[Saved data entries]
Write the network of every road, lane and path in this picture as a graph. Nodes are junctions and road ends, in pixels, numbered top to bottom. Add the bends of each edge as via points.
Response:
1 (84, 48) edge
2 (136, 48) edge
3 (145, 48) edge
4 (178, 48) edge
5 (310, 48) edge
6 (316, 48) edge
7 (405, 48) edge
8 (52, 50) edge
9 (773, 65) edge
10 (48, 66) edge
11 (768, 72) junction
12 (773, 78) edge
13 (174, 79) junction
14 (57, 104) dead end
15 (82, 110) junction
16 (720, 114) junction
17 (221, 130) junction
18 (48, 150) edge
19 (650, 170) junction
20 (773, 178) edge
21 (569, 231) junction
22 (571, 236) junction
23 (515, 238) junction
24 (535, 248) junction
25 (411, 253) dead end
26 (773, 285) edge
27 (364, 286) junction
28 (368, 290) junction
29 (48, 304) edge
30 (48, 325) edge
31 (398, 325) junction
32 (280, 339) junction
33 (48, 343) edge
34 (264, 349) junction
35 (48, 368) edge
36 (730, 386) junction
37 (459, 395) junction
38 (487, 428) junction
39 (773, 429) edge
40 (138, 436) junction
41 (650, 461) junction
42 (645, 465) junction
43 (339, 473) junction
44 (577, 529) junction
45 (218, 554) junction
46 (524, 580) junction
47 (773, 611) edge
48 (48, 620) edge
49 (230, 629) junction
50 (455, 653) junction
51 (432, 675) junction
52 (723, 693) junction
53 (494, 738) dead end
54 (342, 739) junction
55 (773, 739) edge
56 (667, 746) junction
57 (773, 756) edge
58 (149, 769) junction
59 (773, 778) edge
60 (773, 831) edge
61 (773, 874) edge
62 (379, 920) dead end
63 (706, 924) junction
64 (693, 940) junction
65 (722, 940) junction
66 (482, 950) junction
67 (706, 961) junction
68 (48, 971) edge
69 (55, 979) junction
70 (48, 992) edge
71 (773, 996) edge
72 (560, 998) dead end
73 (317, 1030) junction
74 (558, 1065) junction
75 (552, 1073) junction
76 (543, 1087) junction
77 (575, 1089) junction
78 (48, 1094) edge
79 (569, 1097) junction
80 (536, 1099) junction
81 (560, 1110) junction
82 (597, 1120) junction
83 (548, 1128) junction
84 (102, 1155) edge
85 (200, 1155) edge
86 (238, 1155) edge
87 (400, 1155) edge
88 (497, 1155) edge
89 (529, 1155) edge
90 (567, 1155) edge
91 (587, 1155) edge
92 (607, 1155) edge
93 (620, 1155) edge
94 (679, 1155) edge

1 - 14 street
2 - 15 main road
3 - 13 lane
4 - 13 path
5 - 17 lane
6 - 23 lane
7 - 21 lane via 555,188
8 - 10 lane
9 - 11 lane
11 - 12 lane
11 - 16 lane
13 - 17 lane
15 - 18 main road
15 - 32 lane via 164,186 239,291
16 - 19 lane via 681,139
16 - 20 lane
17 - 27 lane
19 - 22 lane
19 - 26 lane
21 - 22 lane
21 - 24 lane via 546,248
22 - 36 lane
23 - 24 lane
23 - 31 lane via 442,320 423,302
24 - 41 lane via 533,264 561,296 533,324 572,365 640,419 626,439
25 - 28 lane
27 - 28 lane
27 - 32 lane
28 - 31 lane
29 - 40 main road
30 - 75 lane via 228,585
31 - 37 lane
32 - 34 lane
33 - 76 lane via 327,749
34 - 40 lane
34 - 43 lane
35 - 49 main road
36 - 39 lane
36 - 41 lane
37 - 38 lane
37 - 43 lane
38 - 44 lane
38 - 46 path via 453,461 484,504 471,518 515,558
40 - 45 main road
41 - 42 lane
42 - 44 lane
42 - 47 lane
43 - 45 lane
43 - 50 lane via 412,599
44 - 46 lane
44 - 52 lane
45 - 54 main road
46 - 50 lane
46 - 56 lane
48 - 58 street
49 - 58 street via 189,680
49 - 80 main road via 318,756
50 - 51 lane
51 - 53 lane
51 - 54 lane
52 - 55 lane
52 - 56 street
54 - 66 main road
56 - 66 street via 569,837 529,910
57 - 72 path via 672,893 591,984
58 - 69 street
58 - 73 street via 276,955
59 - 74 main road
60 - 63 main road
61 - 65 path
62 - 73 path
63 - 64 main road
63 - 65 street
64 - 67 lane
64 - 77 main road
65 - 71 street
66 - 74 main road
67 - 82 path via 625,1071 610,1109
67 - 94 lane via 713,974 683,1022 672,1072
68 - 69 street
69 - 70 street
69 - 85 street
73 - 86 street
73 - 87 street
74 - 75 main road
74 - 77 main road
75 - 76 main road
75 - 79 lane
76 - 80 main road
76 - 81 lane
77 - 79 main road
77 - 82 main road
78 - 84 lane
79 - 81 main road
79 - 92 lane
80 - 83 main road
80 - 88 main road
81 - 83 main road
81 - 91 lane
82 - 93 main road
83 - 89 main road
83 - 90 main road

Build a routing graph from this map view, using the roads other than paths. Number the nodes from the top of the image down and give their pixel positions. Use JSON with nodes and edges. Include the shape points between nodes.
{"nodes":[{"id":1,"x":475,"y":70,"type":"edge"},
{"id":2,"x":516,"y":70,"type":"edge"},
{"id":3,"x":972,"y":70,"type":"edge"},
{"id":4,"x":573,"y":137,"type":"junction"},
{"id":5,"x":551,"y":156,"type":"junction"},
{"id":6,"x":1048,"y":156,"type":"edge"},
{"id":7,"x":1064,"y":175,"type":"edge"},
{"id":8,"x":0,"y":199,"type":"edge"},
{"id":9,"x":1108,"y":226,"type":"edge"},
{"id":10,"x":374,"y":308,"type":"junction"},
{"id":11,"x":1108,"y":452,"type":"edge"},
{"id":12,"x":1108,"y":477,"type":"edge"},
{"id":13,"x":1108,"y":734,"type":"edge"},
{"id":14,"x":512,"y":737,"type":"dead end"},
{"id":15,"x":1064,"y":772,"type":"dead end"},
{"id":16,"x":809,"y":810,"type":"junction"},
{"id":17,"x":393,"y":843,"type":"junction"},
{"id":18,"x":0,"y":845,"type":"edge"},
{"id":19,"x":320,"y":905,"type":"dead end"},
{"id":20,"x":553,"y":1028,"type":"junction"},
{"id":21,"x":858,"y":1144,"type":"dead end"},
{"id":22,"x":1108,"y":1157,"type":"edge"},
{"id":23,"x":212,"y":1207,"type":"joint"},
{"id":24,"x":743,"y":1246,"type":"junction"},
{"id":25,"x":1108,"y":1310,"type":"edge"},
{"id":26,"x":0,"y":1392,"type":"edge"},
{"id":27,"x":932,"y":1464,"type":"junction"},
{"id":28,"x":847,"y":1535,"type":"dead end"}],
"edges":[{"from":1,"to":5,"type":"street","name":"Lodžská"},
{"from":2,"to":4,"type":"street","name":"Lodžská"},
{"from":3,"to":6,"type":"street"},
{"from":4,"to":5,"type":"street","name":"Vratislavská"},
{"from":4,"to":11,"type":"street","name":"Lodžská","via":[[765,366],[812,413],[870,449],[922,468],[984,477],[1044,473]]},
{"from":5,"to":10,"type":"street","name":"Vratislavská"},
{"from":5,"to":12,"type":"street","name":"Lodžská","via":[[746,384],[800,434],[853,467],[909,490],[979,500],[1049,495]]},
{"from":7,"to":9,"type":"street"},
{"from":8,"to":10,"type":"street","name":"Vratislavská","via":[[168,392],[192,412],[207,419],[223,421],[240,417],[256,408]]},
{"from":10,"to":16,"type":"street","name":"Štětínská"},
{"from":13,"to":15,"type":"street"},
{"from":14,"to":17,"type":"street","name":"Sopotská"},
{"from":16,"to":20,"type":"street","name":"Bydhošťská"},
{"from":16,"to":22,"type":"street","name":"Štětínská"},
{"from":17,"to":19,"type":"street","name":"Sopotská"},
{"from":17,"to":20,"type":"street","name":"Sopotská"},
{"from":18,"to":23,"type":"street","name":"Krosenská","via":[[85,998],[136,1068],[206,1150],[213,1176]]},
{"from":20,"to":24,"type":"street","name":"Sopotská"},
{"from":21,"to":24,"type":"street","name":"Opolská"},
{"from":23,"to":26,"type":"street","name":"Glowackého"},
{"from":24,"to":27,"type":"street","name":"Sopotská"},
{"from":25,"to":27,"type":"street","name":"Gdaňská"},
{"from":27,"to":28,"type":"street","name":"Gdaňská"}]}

Work item: Report the number of lines in the records above that include "Gdaňská", leaving out any other words.

Output below: 2